◆ **Data extracts**
*****
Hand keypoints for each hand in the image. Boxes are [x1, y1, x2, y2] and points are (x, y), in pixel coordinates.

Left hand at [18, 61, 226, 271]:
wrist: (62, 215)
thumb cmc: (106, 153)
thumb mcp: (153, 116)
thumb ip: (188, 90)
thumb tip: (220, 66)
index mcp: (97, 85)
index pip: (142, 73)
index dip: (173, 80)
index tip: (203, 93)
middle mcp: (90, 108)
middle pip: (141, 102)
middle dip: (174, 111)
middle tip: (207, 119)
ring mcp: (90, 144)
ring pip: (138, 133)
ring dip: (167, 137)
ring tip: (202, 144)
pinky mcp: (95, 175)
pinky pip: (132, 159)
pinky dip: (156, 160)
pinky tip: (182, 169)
*****
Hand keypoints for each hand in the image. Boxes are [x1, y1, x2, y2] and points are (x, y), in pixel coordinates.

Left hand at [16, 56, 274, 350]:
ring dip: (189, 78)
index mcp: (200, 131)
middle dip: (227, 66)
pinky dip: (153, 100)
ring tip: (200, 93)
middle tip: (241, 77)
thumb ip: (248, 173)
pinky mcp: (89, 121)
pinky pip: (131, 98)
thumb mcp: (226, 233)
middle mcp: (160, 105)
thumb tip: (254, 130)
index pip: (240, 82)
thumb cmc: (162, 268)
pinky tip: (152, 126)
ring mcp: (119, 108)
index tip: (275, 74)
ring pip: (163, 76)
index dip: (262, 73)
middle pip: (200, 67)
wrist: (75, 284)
*****
Using the records above, write out exactly the lines between the one holding "index tip: (203, 93)" and the one holding "pinky tip: (182, 169)", inclusive; leave everything else out.

index tip: (203, 93)
middle mcp: (90, 108)
middle pip: (141, 102)
middle dip: (174, 111)
middle tip: (207, 119)
ring mcp: (90, 144)
ring pip: (138, 133)
ring dip: (167, 137)
ring tip: (202, 144)
pinky mcp: (95, 175)
pinky pip: (132, 159)
pinky dip: (156, 160)
pinky tip: (182, 169)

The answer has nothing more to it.